Our neighbour six fields away is Lindi St Clair, which is one of several aliases, the best-known being Miss Whiplash. Once a brothel-keeper only marginally less celebrated than Cynthia Payne, she has featured in this space before, but I make no apology for writing about her again. After all, she is the only dominatrix of my acquaintance – knowingly, at least – and where would a country-life column be without the odd reference to whips and nipple clamps?

I was going to visit Miss Whiplash last Wednesday – not an admission every respectable family man would make – but she advised me not to because the police were coming. She had phoned a couple of days earlier to tell me not about the Steve Wright connection, but that someone is dumping unwanted, emaciated cockerels on her land, and somewhere inside me I think there must be a reporter for The Sun trying to get out, because my first thought was that a story involving Miss Whiplash and spare, withered cocks was almost too good to be true.

I mustn't be flippant, though, because she's quite distressed about it. There have been six cocks, in varying states of health and one with a broken leg, dumped in her orchard. She's pretty sure she knows who's doing it, and thinks it's intended to wind her up, in which case, it's working. Not that she's exactly ornithophobic. She already has 400 ducks, geese and chickens, and tells me that keeping feathered creatures has been a hobby of hers since she was about 25, when she bought an elegant birdcage for her house in Earls Court, and decided that she ought to have something to put inside it.

She started with a couple of budgies, and wound up by making an aviary of an entire room, where 40 or so budgies, red-crested cardinals and zebra finches flew around freely. Never was the 1960s advertising slogan for Trill birdseed – "an only budgie is a lonely budgie", coined by the BBC's motor-racing commentator and advertising copywriter Murray Walker (which must be the first time the old boy has made it into a column with Miss Whiplash) – quite so superfluous.

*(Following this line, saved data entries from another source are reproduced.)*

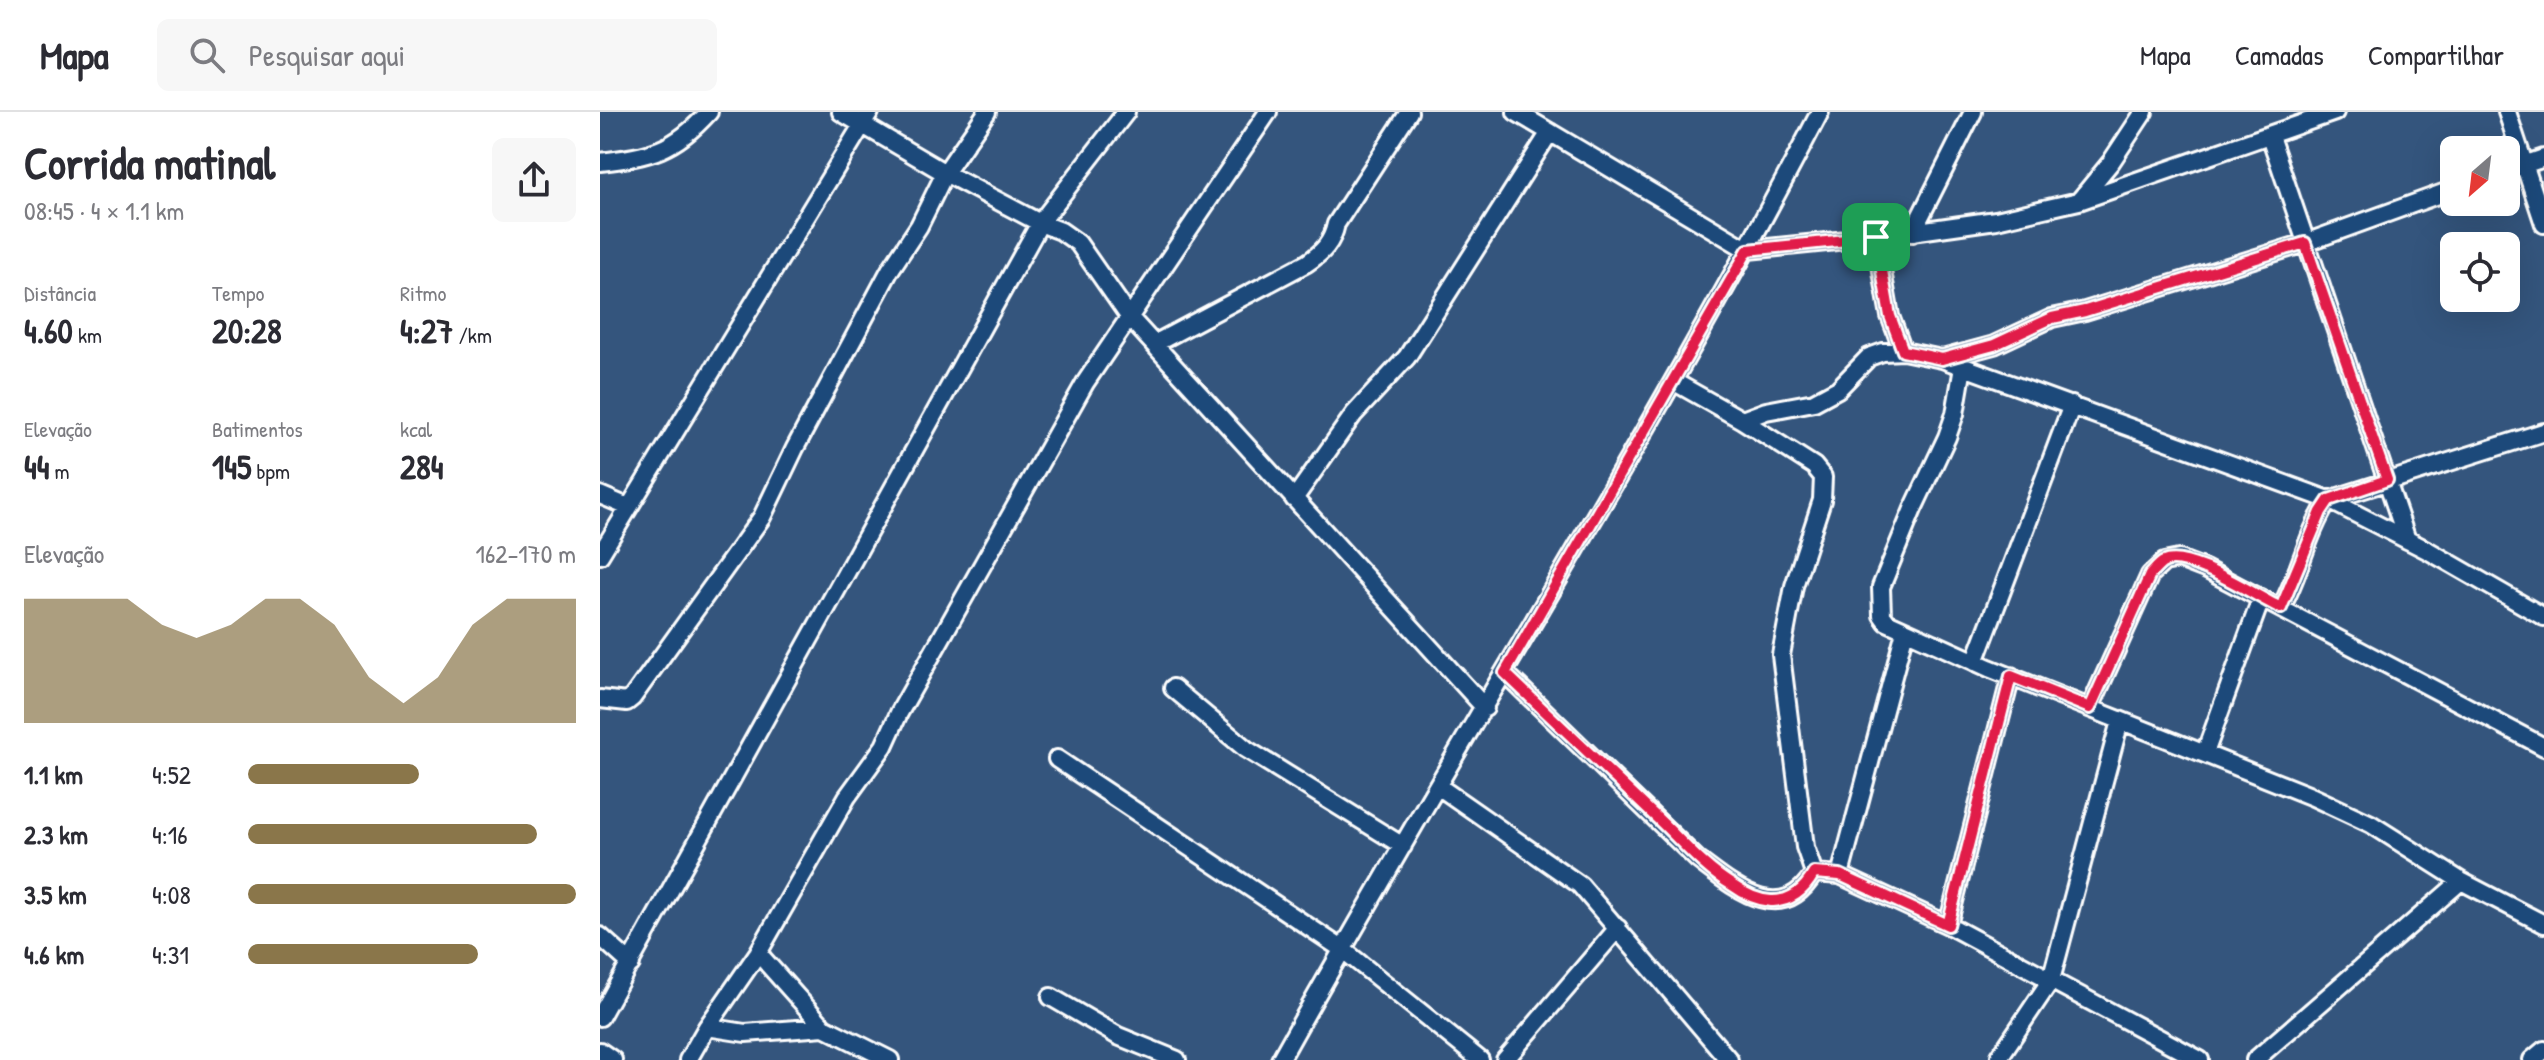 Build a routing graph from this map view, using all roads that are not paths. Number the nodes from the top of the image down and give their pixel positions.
1 (709, 112) edge
2 (841, 112) edge
3 (987, 112) edge
4 (1126, 112) edge
5 (1268, 112) edge
6 (1409, 112) edge
7 (1516, 112) edge
8 (1820, 112) edge
9 (1973, 112) edge
10 (2144, 112) edge
11 (2335, 112) edge
12 (2507, 112) edge
13 (867, 118) edge
14 (1550, 132) junction
15 (2270, 136) junction
16 (2544, 158) edge
17 (600, 162) edge
18 (2525, 164) junction
19 (2520, 166) edge
20 (945, 173) junction
21 (2440, 194) edge
22 (2079, 201) junction
23 (1040, 223) junction
24 (2544, 224) edge
25 (1912, 233) junction
26 (1876, 237) junction
27 (2305, 243) junction
28 (1748, 250) junction
29 (1130, 318) junction
30 (1154, 344) junction
31 (1903, 351) junction
32 (1942, 359) junction
33 (1963, 367) junction
34 (1673, 381) junction
35 (2072, 405) junction
36 (1742, 420) junction
37 (2544, 432) edge
38 (2387, 480) junction
39 (600, 495) edge
40 (1294, 499) junction
41 (2329, 500) junction
42 (628, 507) junction
43 (2407, 540) junction
44 (600, 555) edge
45 (2261, 599) junction
46 (2281, 608) junction
47 (2544, 617) edge
48 (1905, 631) junction
49 (1975, 662) junction
50 (1505, 673) junction
51 (2011, 676) junction
52 (1173, 688) dead end
53 (600, 699) edge
54 (1485, 708) junction
55 (2090, 708) junction
56 (2120, 721) junction
57 (2544, 747) edge
58 (2205, 753) junction
59 (1057, 759) dead end
60 (1438, 786) junction
61 (1403, 846) junction
62 (1814, 873) junction
63 (1840, 875) junction
64 (2461, 881) junction
65 (2544, 924) edge
66 (1948, 925) junction
67 (1618, 928) junction
68 (600, 936) edge
69 (1342, 949) junction
70 (758, 953) junction
71 (631, 964) junction
72 (2051, 980) junction
73 (1051, 997) dead end
74 (600, 1017) edge
75 (707, 1027) junction
76 (824, 1027) junction
77 (2544, 1050) edge
78 (600, 1051) edge
79 (613, 1060) edge
80 (688, 1060) edge
81 (890, 1060) edge
82 (1177, 1060) edge
83 (1280, 1060) edge
84 (1480, 1060) edge
85 (1505, 1060) edge
86 (1729, 1060) edge
87 (2000, 1060) edge
88 (2200, 1060) edge
89 (2255, 1060) edge
90 (2532, 1060) edge

1 - 17 street
2 - 13 street
3 - 20 street
4 - 23 street
5 - 29 street
6 - 30 street
7 - 14 street
8 - 28 street
9 - 25 street
10 - 22 street
11 - 15 street
12 - 18 street
13 - 20 street
13 - 42 street
14 - 28 street
14 - 40 street
15 - 22 street
15 - 27 street
16 - 18 street
18 - 19 street
18 - 24 street
20 - 23 street
20 - 53 street
21 - 27 street
22 - 25 street
23 - 29 street
23 - 71 street
25 - 26 street
26 - 28 street
26 - 31 street
27 - 32 street
27 - 38 street
28 - 34 street
29 - 30 street
29 - 70 street
30 - 40 street
31 - 32 street
31 - 36 street
32 - 33 street
33 - 35 street
33 - 48 street
34 - 36 street
34 - 50 street
35 - 41 street
35 - 49 street
36 - 62 street
37 - 38 street
38 - 41 street
38 - 43 street
39 - 42 street
40 - 54 street
41 - 43 street
41 - 46 street
42 - 44 street
43 - 47 street
45 - 46 street
45 - 55 street
45 - 58 street
46 - 57 street
48 - 49 street
48 - 63 street
49 - 51 street
50 - 54 street
50 - 62 street
51 - 55 street
51 - 66 street
52 - 61 street
54 - 60 street
55 - 56 street
56 - 58 street
56 - 72 street
58 - 64 street
59 - 69 street
60 - 61 street
60 - 67 street
61 - 69 street
62 - 63 street
63 - 66 street
64 - 65 street
64 - 89 street
66 - 72 street
67 - 85 street
67 - 86 street
68 - 71 street
69 - 83 street
69 - 84 street
70 - 75 street
70 - 76 street
71 - 74 street
72 - 87 street
72 - 88 street
73 - 82 street
75 - 76 street
75 - 80 street
76 - 81 street
77 - 90 street
78 - 79 street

Anyway, one might think that, with 400 birds already, Miss Whiplash wouldn't worry about a few extra. But she does. "I've got 17 cocks of my own," she told me. "I don't need any more. It's a source of great botheration."

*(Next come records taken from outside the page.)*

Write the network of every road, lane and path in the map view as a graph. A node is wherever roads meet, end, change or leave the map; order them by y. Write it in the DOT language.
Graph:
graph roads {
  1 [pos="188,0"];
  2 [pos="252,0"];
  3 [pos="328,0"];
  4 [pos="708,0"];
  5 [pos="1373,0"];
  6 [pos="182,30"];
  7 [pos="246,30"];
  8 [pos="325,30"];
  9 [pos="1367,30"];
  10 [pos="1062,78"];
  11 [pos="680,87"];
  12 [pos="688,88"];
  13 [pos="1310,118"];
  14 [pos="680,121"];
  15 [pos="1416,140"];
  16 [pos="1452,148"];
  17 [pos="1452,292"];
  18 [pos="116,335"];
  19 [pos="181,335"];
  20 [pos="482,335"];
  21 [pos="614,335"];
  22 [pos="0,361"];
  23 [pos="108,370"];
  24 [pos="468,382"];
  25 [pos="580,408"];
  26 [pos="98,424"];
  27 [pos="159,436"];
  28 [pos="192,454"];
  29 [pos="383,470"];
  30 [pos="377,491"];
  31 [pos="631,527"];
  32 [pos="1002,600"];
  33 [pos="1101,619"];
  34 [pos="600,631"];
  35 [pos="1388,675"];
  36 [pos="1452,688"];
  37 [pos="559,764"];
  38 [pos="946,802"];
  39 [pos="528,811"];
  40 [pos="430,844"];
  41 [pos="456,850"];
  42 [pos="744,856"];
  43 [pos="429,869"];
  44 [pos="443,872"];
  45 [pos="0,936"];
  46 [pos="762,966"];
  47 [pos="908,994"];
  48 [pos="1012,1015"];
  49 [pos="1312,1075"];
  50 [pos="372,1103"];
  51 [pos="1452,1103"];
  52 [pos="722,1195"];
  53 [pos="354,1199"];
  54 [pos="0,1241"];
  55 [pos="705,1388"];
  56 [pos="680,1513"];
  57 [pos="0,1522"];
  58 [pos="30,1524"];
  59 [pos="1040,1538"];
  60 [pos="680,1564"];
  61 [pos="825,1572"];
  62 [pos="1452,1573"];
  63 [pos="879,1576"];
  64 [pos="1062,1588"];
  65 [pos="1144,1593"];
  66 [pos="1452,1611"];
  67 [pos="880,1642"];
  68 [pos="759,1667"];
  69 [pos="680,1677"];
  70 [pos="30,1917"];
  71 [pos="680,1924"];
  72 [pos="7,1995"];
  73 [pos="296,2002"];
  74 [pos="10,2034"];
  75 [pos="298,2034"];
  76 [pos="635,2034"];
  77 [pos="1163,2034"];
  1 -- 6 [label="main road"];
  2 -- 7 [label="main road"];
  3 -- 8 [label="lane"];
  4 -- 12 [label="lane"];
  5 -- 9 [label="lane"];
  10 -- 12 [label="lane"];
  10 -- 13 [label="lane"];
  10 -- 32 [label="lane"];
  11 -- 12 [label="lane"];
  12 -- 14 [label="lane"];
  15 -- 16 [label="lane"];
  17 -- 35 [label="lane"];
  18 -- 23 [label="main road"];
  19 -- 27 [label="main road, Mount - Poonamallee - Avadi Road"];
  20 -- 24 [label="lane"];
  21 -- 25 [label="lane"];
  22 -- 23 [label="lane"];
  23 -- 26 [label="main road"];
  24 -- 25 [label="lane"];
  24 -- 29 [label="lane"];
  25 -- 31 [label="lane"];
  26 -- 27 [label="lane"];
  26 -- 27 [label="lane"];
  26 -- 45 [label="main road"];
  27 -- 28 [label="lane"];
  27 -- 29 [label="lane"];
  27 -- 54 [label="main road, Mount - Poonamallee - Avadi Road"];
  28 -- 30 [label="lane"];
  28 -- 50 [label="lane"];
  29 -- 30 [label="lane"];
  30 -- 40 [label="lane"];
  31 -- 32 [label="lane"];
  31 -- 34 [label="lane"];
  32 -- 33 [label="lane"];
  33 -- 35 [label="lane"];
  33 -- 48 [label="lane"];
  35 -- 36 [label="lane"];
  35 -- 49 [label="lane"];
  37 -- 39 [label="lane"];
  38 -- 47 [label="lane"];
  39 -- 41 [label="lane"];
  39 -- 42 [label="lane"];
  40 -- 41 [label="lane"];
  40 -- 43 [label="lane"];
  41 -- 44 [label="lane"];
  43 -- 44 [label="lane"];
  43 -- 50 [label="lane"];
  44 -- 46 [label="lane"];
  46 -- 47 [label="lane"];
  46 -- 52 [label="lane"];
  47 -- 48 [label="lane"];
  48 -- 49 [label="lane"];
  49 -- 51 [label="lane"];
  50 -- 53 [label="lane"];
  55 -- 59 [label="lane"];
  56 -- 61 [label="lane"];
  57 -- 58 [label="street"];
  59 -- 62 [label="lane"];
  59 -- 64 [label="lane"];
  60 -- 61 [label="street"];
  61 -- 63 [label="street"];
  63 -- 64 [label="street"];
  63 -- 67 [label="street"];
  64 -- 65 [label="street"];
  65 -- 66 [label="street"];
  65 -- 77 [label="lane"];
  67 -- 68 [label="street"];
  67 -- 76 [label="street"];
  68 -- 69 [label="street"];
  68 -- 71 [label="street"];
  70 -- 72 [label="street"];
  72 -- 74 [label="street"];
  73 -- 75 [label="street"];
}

There are many reasons why I enjoy talking to Miss Whiplash, and one of them is the word "botheration". Another is the insight she offers into a world of which I know so very little. When I asked whether her interest in birds and her job as a dominatrix had ever collided, she thought for a moment, then said, "Yes, I used to get my submissive slaves, who like to be given humiliating tasks, to dig up worms and then chew them up into a mash, to feed to the chicks".

I don't think that's an image you'll find in most common-or-garden property supplements.

Miss Whiplash, I should add, moved out of the city to rural north Herefordshire in 1999. She is mostly retired now, but still offers "personal services" once or twice a week, and claims to have a couple of former high-ranking politicians among her most loyal customers, "though I only see them about once a year". That her house is in the middle of nowhere, of course, suits them perfectly. "But please don't make too much of the sex angle," she implored me. "I want some coverage of the cockerel thing, because it might embarrass the person doing it into stopping. It's really getting me down."

I told her I'd do what I could, and encouraged her to keep her pecker up.